*Exercise goal:* Would you print the records below from the first line through the line containing "pinky pip: (1041, 809)", skipping the pictures?

*Records to process:*
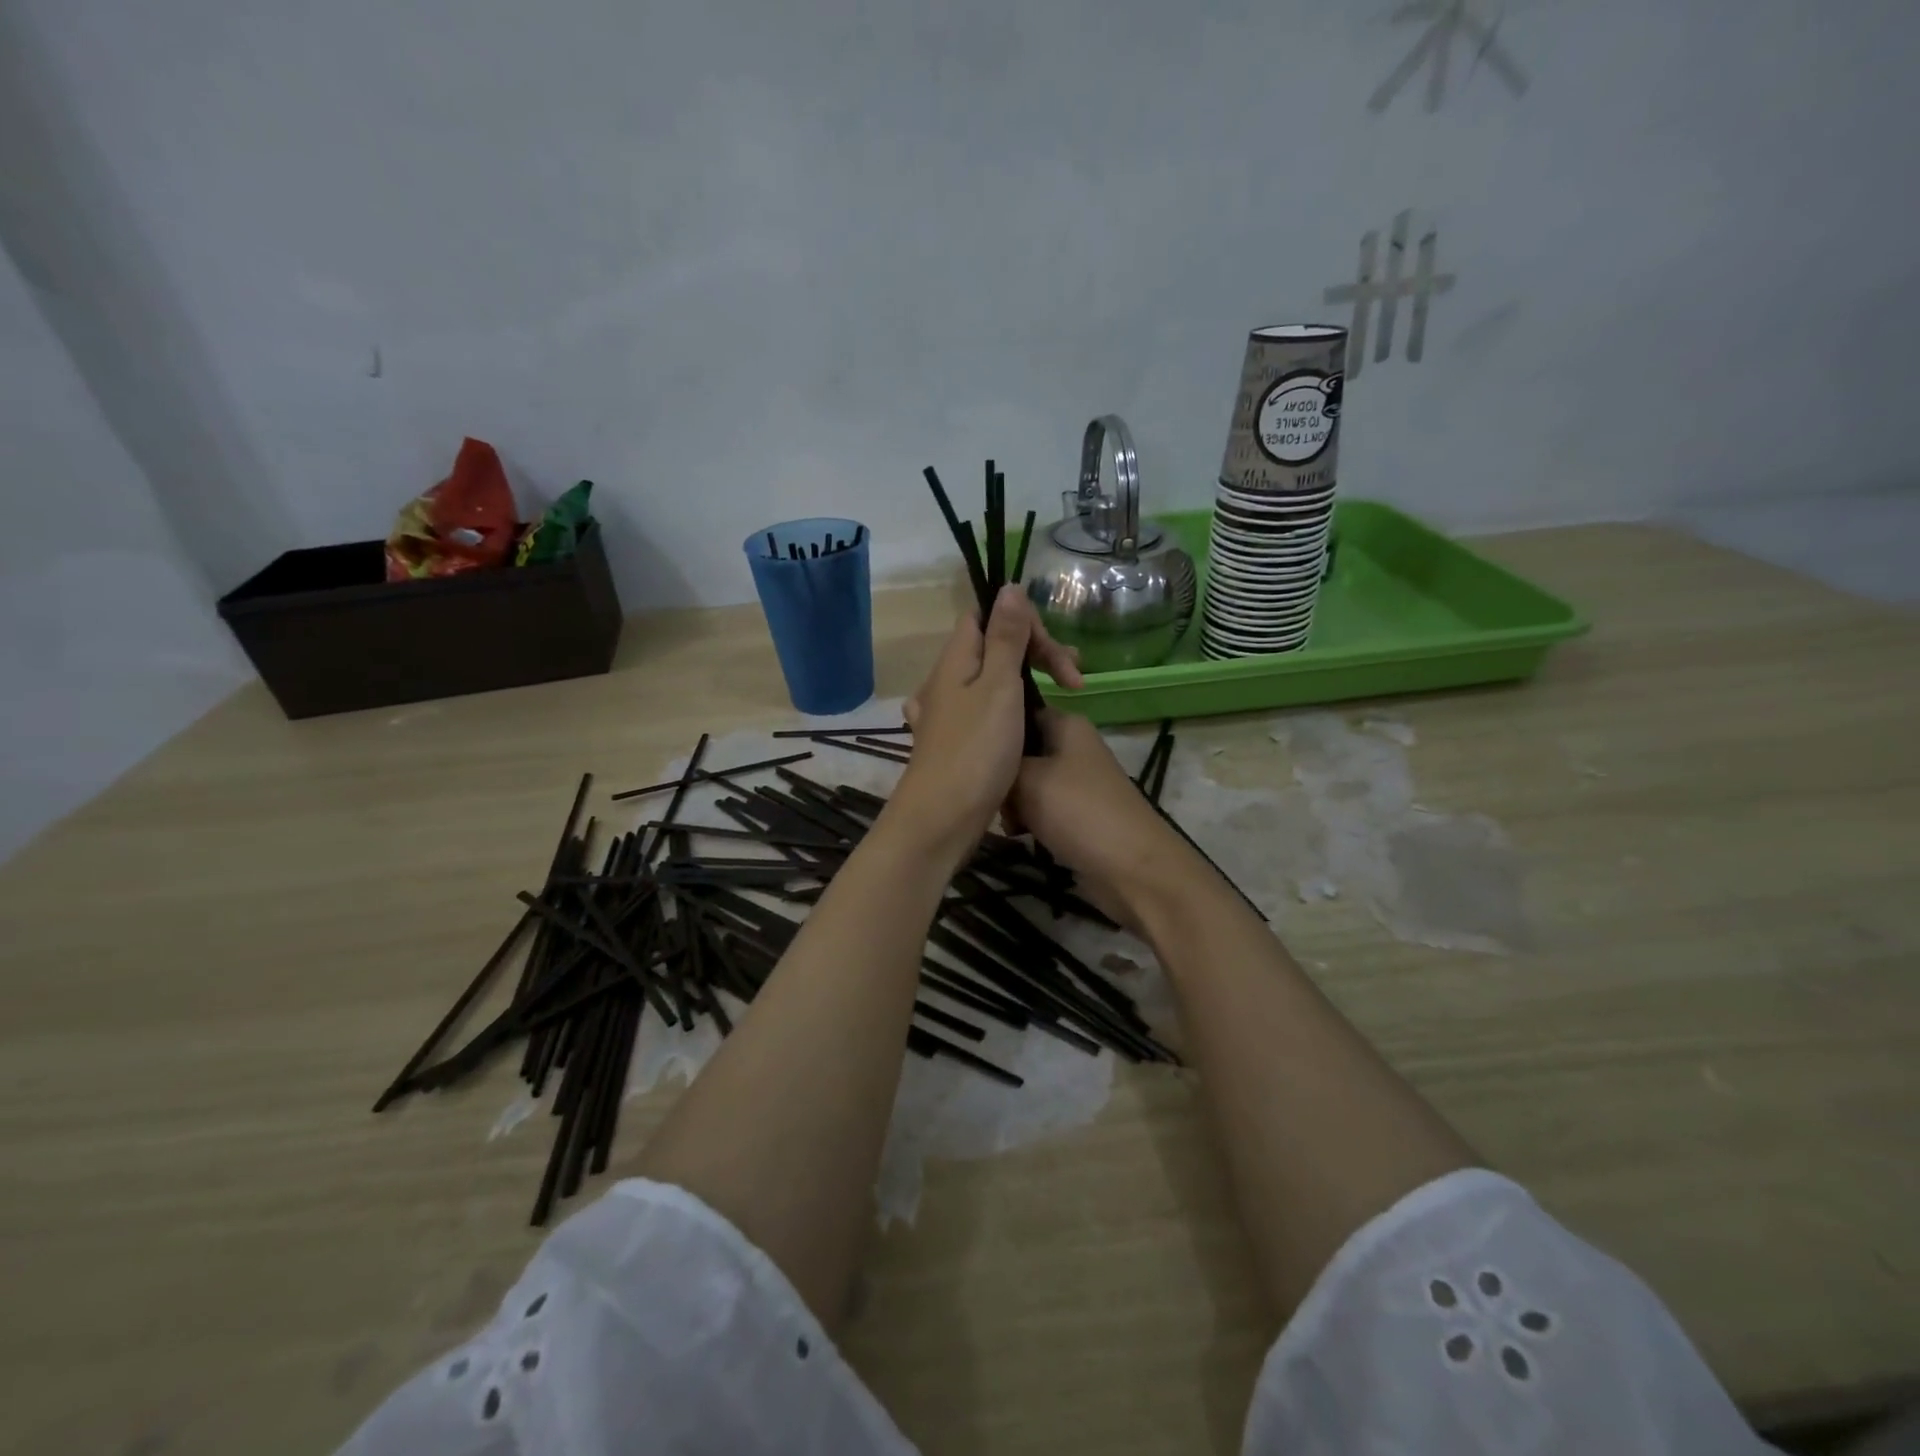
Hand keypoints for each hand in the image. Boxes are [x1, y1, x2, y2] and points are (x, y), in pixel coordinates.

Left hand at [891, 586, 1082, 857]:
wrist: (943, 818)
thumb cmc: (975, 749)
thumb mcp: (998, 686)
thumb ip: (1005, 637)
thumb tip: (1008, 587)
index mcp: (956, 658)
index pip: (987, 615)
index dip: (1023, 622)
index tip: (1054, 652)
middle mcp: (949, 679)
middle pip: (994, 646)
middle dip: (1037, 653)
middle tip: (1076, 679)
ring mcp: (952, 712)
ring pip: (995, 679)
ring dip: (1030, 680)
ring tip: (1066, 697)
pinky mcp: (960, 740)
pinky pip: (990, 709)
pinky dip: (1015, 708)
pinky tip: (1031, 721)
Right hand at [1007, 709, 1192, 932]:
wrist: (1131, 867)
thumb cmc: (1078, 811)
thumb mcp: (1028, 778)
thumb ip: (1000, 763)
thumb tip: (985, 760)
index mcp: (1067, 725)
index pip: (1021, 710)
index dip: (996, 725)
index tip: (970, 746)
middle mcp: (1073, 747)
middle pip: (1022, 750)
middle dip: (1001, 772)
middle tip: (989, 793)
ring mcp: (1077, 782)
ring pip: (1028, 783)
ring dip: (1012, 802)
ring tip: (1006, 821)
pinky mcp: (1077, 815)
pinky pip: (1041, 809)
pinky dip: (1029, 821)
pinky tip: (1019, 836)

*Solved exercise:*
Hand keypoints for each hand in the image. Boxes are [x1, y1, x2, y2] and points are (x, y), in pixel coordinates.

Left hand at [891, 586, 1082, 857]:
wrist: (943, 818)
thumb cmc: (975, 749)
thumb mcp: (998, 686)
thumb ip: (1005, 637)
thumb tip: (1008, 587)
index mcp: (956, 658)
index pip: (987, 615)
index dip: (1023, 622)
index tip: (1054, 652)
middle mcp: (949, 679)
middle pip: (994, 646)
middle dip: (1037, 653)
middle tip: (1076, 679)
ring mcp: (952, 712)
ring pip: (995, 679)
ring dip: (1030, 680)
ring tip: (1066, 697)
pinky mcp: (960, 740)
pinky pip: (990, 709)
pinky dip: (1015, 708)
pinky tip: (1031, 721)
Right hand at [1007, 709, 1192, 932]:
wrist: (1131, 867)
thumb cmc: (1078, 811)
thumb mcp: (1028, 778)
thumb ip: (1000, 763)
thumb tip: (985, 760)
index mcp: (1067, 725)
index pip: (1021, 710)
index dip: (996, 725)
index tip: (970, 746)
middle mcp: (1073, 747)
middle pip: (1022, 750)
middle dip: (1001, 772)
middle tip: (989, 793)
ring mcp: (1077, 782)
ring pip: (1028, 783)
ring dip: (1012, 802)
ring tip: (1006, 821)
pinky mcp: (1077, 815)
pinky pip: (1041, 809)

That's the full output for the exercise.